Recently, phytocannabinoids exist in several plant species different from cannabis, including Echinacea purpurea, Echinacea Angustifolia, Echinacea pallida, Acmella oleracea, Helichrysum umbraculigerum, and Radula marginata. According to the definition, these molecules are phytocannabinoids show binding affinity at cannabinoid receptors, but they show chemical structures far different from THCs.

All of the plants within the cannabis genus contain “phytocannabinoids,” and there are dozens of different ones. The most well-known are THC and CBD. THC is the only one that gets you “high.”

The leaves and flowers of marijuana plants make joints and edibles because they typically contain 15-20% THC. CBD oils come from the hemp plants, which includes, at most, 0.3% THC. That’s why CBD oils don’t get you high.

According to a recent review19, out of more than 545 metabolic constituents identified from Cannabis20, 144 have been isolated and identified as phytocannabinoids. Phytocannabinoids fall into the following 11 subclasses according to their chemical structures:

1. cannabigerol (CBG, 1)
2. (-)-Δ9-trans-tetrahydrocannabinol (Δ9-THC, 2)
3. cannabidiol (CBD, 3)
4. cannabichromene (CBC, 4)
5. cannabinol (CBN, 5)
6. (-)-Δ8-trans-tetrahydrocannabinol (Δ8-THC, 6)
7. cannabicyclol (CBL, 7)
8. cannabidiol (CBND, 8)
9. cannabielsoin (CBE, 9)
10. cannabitriol (CBT, 10)
11. miscellaneous types 

Scientists recognize the endocannabinoid system for its involvement in uterine function. Estrogen, for example, has been shown to regulate the expression of FAAH, the primary protein tasked with breaking down anandamide, the first endogenous cannabinoid compound identified in the mammalian brain.

Aberrant signaling by endocannabinoids and their molecular cousins, the prostaglandins, occurs in menstrual pain and heavy bleeding. New research from scientists in Italy, Britain, and Qatar adds to how we understand these conditions by probing the connection between endocannabinoid levels and preterm birth, meaning delivery before the 37th week of pregnancy.

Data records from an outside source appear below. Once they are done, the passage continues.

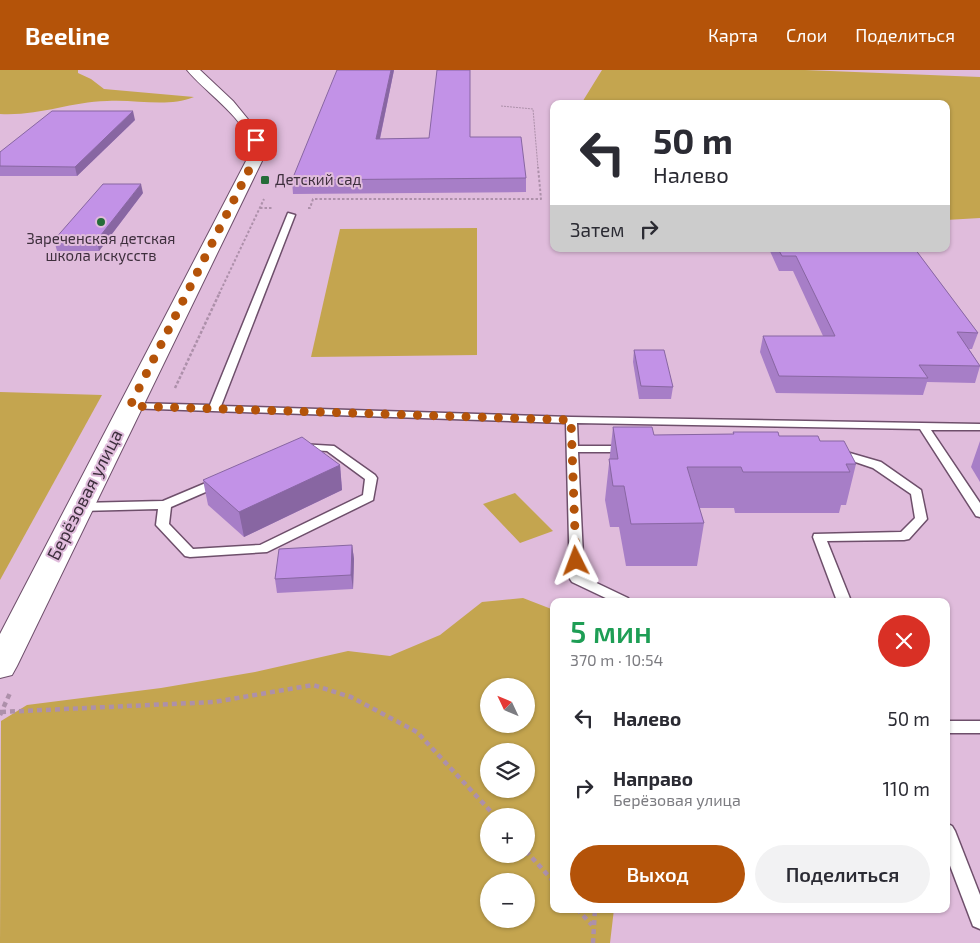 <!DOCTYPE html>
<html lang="ru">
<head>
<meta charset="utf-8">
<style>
  body { margin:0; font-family:"Exo 2",sans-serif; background:#f2f2f3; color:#2b2b33; height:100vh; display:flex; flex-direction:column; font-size:19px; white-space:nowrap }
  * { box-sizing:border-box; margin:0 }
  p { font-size:16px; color:#7c7c81 }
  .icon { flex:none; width:28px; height:28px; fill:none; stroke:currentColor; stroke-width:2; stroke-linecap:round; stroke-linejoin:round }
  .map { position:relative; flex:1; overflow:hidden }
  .sheet { position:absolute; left:550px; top:528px; width:400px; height:315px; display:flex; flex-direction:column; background:#fff; border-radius:10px; box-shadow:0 1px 4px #0004 }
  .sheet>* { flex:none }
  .top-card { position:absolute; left:550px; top:30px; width:400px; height:152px; border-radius:10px; box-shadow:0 1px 4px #0004; background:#fff; color:#2b2b33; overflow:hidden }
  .needle { width:32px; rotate:314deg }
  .tools { position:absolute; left:480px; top:608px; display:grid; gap:10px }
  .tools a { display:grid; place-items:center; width:55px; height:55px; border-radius:50%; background:#fff; box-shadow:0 1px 4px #0004; font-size:25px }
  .pin { position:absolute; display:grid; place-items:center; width:42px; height:42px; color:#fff; margin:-21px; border-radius:10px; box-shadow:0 2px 8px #0006 }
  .me { position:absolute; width:55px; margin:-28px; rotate:357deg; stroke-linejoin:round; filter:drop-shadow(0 0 4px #0008) }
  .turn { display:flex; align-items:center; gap:18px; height:105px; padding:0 20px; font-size:22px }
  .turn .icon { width:65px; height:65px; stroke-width:2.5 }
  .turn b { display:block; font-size:35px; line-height:42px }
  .then { display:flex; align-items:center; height:48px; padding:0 20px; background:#0003; gap:10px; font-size:19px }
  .round { display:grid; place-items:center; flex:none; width:52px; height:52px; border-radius:26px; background:#f2f2f3 }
  .overview { display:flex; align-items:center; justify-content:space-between; height:85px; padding:0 20px }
  h1 { font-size:30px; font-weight:600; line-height:38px; color:#1e9e55 }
  .action { display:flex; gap:10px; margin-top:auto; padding:10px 20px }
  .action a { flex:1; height:58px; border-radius:30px; background:#b45309; color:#fff; font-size:20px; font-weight:600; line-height:58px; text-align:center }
  .action a+a { background:#f2f2f3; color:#2b2b33 }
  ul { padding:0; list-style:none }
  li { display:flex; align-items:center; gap:15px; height:70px; padding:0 20px }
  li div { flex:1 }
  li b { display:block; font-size:19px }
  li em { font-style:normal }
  header { display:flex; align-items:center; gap:30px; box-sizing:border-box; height:70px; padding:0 25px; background:#b45309; color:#fff }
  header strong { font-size:24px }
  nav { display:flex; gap:28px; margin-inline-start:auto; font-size:18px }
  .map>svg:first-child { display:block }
  .green { fill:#c4a54f; fill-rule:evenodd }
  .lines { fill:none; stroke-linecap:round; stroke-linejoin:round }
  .service-casing { stroke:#6e4f6b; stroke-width:3 }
  .tertiary-casing { stroke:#6e4f6b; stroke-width:2 }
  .path-far3 { stroke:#ad90aa; stroke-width:1; stroke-dasharray:2 1; stroke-linecap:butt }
  .path-far2 { stroke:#ad90aa; stroke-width:2; stroke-dasharray:2.5 2; stroke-linecap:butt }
  .path-far1 { stroke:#ad90aa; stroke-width:2.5; stroke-dasharray:3 2; stroke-linecap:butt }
  .path { stroke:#ad90aa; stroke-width:4.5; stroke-dasharray:5 4; stroke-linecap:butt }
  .service { fill:#fff; fill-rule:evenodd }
  .tertiary { fill:#fff; fill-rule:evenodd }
  .wall { fill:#a77ec7 }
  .shaded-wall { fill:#8866a2 }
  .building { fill:#c292e7; stroke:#8866a2 }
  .route { stroke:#b45309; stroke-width:9; stroke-dasharray:0 16.2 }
  .poi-dot { fill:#256c39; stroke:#e0bcdc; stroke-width:2 }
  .labels { text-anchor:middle; stroke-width:4; stroke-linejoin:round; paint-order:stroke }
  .far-poi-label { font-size:15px; fill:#3e2f3d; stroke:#e0bcdc; text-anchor:start }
  .street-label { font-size:18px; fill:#3e2f3d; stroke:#e0bcdc }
</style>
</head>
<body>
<header>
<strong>Beeline</strong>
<nav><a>Карта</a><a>Слои</a><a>Поделиться</a></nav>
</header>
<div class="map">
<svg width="980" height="873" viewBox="0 0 980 873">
  <rect width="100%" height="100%" fill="#e0bcdc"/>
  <g class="green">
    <path d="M0 0H78V3L91 9 104 19 194 27C166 38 137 29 107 31 69 32 40 46 0 44Z"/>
    <polygon points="602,0 805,0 980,7 980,148 946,150 946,34 581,34"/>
    <polygon points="477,158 477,285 311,287 340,159"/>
    <polygon points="0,322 102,325 0,510"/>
    <polygon points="515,423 553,461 520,473 483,434"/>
    <path d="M523 528 554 540V839H614L610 873H0L1 651 27 635 161 618 255 602 348 581 390 586 440 565 482 532ZM526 616V654H489V616ZM526 681V719H489V681ZM526 746V784H489V746ZM526 811V849H489V811Z"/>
  </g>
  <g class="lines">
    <defs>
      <g id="service">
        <polygon points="288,143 295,145 221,336 571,347 980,354 980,360 931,360 980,433 980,447 976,446 920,359 577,353 578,376 626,376 632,379 626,382 578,382 584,507 628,528 630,531 612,531 572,512 570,509 566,353 126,338 125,336 126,334 130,333 210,335"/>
        <polygon points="300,374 334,376 375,405 377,408 373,430 267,482 190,487 185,486 156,455 158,439 80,441 74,437 80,433 163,431 220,407 224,408 226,411 224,414 171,437 169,454 193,479 260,475 363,425 365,409 327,381 296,379 294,377"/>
        <polygon points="836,379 881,392 921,420 927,449 909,469 904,470 827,471 851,531 837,531 813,467 814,464 901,462 915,448 911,424 873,398 832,384 830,382"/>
        <rect x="946" y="651" width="34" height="12"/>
        <polygon points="946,753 952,756 955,761 980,825 980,859 973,856 946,785"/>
      </g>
      <path id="tertiary" d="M187 0H200L233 31 260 64 264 76 262 91 17 596 12 605 0 608V564L246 91C248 85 250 78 249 71 244 48 202 19 187 0Z"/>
    </defs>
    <use href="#service" class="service-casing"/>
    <use href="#tertiary" class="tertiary-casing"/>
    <polyline class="path-far3" points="501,36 533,39 538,98"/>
    <g class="path-far2">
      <polyline points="260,138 272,138"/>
      <polyline points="308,138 310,138 313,129 541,129 538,97"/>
      <polyline points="219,224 264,129"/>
    </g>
    <polyline class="path-far1" points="175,318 220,222"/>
    <g class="path">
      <polyline points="1,642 214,632 313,615 351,627 417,662 495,746"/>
      <polyline points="0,645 10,623"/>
      <polyline points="526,781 554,812"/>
      <polyline points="577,839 592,855"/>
      <polyline points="593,873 595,839"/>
    </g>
    <use href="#service" class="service"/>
    <use href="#tertiary" class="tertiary"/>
  </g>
  <g class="wall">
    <polygon points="394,0 380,69 471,67 526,108 526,122 293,124 292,110"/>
    <polygon points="135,50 77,106 0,106 0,82"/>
    <polygon points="143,123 99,181 57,181 54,170"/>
    <polygon points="769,179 915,179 978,263 972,279 969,279 980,296 975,313 927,312 923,325 776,323 760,282 763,266 823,266 793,201 779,201"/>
    <polygon points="634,280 673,317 671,329 639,329 633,292"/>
    <polygon points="613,357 654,365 733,364 733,362 779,366 820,371 856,394 846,435 841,435 839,443 735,443 734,438 699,438 704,453 697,496 626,496 619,457 610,457 605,430"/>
    <polygon points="980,371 980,412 971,397"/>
    <polygon points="340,395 342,420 244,467 208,435 203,410"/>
    <polygon points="352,475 354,489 353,519 277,523 275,509"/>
  </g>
  <g class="shaded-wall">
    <polygon points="391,0 394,0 377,82 376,69"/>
    <polygon points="133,41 135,50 77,106 75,97"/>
    <polygon points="141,114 143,123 99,181 97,170"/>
    <polygon points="340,395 342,420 244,467 239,442"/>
    <polygon points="352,475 354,489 353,519 351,505"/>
  </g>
  <g class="building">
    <polygon points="337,0 391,0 376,69 429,68 437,0 470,0 470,67 521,67 526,108 292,110"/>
    <polygon points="52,41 133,41 75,97 0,96 0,82"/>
    <polygon points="103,114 141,114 97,170 54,170"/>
    <polygon points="778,179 915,179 978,263 957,262 980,296 919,295 928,308 779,306 763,266 835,266 796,186 782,186"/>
    <polygon points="634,280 664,280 673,317 641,316"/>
    <polygon points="613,357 652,357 654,365 734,364 733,362 778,362 779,366 818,366 820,371 844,371 856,394 846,394 850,402 743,402 741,397 687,397 704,453 631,454 624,416 613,416 609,389 618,389"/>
    <polygon points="302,367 340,395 239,442 203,410"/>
    <polygon points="352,475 351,505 275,509 279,479"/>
  </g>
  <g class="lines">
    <polyline class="route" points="256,70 254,90 130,336 571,350 576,491"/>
  </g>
  <g class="poi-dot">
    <rect x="260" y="105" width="10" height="10" rx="2.5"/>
    <circle cx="101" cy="152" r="5"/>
  </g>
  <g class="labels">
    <g class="far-poi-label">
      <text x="275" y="115">Детский сад</text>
      <text x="101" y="174" text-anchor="middle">Зареченская детская<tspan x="101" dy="17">школа искусств</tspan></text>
    </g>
    <g class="street-label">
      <text transform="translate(85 425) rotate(-63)" y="6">Берёзовая улица</text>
    </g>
  </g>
</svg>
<div class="tools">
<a><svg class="needle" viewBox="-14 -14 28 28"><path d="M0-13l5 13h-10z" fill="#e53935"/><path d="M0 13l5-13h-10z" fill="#7c7c81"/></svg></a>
<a><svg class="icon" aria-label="layers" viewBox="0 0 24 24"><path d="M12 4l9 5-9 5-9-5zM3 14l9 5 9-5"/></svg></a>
<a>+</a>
<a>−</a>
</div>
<div class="pin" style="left:256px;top:70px;background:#d93025"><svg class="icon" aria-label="arrive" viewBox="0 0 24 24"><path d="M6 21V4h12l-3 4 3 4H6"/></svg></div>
<svg class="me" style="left:576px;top:491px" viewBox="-20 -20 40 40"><path d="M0-17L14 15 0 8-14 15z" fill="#b45309" stroke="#fff" stroke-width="4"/></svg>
<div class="top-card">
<div class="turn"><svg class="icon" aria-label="left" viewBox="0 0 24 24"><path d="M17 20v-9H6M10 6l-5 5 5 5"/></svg><div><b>50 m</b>Налево</div></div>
<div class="then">Затем<svg class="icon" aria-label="right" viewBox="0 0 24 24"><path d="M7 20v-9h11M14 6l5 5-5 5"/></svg></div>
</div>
<section class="sheet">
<div class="overview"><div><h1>5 мин</h1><p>370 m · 10:54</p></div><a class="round" style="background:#d93025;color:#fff"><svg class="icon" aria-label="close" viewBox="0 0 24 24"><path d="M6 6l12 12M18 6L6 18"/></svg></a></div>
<ul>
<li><svg class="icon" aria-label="left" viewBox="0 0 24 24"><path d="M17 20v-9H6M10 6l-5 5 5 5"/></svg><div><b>Налево</b></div><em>50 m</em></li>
<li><svg class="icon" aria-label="right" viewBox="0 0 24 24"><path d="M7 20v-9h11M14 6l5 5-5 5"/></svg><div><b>Направо</b><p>Берёзовая улица</p></div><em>110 m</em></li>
</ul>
<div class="action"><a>Выход</a><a>Поделиться</a></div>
</section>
</div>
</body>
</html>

The scientists measured the levels of FAAH and anandamide (AEA), along with two related lipids, called PEA and OEA, in 217 women at risk for preterm birth. Plasma AEA increases during pregnancy until labor, so the researchers hoped to find a threshold that could predict preterm birth.

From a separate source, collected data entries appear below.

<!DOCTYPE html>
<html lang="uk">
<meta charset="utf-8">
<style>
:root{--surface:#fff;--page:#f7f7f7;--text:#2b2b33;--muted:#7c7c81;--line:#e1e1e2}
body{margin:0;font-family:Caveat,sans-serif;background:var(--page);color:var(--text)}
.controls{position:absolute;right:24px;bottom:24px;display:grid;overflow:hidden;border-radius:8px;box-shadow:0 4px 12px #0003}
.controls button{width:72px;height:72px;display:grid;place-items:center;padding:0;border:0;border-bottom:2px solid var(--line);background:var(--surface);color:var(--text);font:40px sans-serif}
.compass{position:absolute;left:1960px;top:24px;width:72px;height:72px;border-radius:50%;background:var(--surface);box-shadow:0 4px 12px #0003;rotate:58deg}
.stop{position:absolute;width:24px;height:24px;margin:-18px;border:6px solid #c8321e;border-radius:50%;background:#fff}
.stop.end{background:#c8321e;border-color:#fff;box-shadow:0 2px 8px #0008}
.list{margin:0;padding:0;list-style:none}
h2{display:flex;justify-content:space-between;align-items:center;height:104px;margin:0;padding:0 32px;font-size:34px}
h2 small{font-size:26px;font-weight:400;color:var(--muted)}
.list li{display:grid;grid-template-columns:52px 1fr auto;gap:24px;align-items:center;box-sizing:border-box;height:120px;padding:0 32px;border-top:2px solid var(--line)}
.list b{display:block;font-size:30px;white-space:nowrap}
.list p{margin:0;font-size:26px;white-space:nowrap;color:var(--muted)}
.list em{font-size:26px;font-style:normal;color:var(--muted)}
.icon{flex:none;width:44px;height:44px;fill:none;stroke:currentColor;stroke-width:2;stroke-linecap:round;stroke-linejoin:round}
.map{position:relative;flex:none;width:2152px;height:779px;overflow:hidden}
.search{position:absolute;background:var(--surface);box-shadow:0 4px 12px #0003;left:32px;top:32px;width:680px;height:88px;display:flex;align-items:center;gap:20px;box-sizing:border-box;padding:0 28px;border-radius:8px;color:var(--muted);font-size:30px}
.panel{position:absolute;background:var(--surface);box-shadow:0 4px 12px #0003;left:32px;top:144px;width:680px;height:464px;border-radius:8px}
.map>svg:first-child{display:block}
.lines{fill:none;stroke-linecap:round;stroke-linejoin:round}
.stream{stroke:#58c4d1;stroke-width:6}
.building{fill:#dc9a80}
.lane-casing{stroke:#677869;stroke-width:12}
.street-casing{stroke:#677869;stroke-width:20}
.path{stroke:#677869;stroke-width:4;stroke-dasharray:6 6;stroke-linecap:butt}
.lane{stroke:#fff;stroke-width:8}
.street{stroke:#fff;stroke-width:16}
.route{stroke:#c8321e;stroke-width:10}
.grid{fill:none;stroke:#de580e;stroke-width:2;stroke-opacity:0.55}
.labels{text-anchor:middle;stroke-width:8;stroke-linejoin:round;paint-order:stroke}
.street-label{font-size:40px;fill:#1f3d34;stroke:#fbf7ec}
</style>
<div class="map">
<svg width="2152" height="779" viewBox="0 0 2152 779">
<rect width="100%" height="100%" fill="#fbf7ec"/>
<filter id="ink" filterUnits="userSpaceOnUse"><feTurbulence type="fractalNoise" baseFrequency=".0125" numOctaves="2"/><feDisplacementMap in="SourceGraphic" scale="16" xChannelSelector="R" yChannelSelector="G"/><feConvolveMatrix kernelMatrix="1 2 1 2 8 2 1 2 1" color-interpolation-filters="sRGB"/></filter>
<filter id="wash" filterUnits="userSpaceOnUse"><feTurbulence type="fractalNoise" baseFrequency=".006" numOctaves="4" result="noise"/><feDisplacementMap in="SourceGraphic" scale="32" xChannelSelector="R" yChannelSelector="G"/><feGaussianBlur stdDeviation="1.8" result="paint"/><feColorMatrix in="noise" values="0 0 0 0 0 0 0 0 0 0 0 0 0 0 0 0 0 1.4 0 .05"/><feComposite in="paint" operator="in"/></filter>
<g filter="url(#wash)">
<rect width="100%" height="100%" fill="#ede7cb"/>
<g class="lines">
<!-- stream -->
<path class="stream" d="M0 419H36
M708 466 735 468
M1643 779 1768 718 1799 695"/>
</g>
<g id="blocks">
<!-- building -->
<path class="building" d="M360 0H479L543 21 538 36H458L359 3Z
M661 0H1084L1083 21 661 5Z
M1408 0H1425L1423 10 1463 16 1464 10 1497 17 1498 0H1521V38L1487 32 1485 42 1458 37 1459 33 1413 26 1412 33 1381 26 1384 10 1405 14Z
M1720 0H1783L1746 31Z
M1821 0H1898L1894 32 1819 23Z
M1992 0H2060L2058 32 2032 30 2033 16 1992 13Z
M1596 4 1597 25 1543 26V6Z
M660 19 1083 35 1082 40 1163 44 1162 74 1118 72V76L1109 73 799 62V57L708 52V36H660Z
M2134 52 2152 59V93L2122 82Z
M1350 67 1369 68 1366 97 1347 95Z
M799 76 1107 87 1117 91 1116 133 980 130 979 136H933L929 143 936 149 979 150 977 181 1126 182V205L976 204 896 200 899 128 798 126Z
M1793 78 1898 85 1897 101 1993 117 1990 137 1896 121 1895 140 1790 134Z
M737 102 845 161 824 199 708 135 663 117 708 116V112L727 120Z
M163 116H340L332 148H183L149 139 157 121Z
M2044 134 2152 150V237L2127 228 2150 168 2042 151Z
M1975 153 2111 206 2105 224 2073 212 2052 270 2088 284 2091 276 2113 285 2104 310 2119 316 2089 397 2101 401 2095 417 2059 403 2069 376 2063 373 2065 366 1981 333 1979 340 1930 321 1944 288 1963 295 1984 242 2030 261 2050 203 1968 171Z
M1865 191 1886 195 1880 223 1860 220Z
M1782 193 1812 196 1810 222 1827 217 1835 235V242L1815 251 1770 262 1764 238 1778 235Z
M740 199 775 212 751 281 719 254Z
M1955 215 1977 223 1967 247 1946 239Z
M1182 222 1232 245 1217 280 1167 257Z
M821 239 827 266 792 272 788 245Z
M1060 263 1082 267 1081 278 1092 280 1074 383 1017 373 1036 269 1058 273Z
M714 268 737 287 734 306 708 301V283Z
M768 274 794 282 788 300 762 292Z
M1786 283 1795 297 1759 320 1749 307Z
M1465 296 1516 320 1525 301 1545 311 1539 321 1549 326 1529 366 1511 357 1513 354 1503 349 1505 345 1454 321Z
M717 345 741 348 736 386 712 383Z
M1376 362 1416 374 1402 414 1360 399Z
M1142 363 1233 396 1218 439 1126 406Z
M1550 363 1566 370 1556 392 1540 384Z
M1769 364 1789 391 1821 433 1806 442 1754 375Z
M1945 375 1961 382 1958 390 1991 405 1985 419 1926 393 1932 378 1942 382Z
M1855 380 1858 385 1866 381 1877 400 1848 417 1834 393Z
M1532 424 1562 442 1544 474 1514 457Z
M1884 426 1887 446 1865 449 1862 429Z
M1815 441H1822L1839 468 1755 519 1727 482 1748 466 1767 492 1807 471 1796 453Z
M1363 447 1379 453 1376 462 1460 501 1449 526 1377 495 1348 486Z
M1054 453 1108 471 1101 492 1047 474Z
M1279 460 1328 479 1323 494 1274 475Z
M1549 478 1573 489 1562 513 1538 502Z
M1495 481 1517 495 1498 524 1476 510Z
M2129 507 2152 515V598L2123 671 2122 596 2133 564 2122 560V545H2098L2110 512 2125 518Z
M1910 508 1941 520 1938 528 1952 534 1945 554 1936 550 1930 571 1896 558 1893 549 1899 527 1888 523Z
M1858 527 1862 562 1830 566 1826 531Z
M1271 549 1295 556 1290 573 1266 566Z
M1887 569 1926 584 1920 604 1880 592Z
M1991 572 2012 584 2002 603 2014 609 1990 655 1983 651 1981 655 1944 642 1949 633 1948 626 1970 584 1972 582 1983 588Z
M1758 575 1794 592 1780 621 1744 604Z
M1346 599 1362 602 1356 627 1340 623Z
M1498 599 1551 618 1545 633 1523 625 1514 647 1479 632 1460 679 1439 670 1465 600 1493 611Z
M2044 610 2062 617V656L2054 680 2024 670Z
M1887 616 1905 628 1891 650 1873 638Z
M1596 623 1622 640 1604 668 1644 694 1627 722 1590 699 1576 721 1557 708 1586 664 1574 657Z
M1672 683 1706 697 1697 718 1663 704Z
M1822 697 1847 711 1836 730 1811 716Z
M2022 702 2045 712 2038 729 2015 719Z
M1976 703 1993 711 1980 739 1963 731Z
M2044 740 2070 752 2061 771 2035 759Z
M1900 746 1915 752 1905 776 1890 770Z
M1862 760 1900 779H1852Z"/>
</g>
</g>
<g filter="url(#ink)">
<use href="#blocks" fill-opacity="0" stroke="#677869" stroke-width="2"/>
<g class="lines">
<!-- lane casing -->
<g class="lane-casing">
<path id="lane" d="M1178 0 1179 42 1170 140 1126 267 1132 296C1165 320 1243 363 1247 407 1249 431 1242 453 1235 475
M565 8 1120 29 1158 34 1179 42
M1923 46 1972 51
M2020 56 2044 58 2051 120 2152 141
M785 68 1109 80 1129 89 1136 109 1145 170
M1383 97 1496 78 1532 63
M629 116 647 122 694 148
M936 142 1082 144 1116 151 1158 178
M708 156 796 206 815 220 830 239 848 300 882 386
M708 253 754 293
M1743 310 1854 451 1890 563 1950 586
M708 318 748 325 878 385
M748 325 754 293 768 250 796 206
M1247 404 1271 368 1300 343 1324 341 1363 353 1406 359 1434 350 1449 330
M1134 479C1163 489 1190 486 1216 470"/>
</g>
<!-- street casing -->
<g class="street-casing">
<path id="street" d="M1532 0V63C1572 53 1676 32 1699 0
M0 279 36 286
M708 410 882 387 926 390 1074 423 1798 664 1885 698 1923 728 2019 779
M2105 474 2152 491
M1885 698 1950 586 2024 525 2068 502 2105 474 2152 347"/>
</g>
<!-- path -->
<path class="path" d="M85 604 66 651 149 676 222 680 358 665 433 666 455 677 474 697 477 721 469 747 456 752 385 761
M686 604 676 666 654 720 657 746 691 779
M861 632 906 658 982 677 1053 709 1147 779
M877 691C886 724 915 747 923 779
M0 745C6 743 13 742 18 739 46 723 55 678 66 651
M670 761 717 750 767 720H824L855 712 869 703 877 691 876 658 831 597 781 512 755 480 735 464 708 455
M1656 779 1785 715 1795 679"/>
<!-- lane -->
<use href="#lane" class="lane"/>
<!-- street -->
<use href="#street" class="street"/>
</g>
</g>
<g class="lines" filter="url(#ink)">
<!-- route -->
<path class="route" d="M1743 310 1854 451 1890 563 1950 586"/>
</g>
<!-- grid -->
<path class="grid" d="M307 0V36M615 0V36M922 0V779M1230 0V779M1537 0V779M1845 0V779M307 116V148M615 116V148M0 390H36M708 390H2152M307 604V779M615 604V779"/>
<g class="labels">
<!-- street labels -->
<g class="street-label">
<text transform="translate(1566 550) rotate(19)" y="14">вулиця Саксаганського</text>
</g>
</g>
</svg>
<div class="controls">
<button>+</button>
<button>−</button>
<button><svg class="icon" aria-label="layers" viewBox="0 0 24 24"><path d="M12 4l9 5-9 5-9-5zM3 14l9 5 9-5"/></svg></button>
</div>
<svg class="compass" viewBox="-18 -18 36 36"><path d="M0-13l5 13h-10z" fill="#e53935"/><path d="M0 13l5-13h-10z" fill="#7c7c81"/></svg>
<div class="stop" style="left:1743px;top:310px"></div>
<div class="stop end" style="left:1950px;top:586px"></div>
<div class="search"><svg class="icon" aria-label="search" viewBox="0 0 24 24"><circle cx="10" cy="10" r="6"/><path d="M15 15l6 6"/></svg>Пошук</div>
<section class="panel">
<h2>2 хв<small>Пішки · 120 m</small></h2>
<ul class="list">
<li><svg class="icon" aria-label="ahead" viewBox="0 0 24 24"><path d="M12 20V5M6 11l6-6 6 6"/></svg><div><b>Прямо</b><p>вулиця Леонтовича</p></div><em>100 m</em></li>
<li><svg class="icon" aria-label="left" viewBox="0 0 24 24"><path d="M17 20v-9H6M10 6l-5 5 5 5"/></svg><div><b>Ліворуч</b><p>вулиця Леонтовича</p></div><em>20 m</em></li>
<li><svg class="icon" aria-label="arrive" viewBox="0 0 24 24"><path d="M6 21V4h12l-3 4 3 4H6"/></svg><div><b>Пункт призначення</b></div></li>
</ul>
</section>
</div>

They found that an AEA concentration above 1.095 nanomolar (nM) was a valuable predictor of preterm birth. The specificity (valid negative rate) was 87%, meaning they will only miss about 1-in-10 cases using this threshold. On the other hand, the sensitivity (true positive) was only 26%, meaning 3-in-4 results are false positives.

The authors conclude that using anandamide as a marker was more accurate and less invasive than current testing methods. PEA could also be a marker for preterm birth, but FAAH and OEA levels were not well correlated.

Future research should replicate this diagnostic threshold prospectively.

Another recent study suggested that AEA levels are generally around 0.6-0.8 nM in the blood, but this fluctuates to some degree throughout the day. So, blood needs to collect consistently.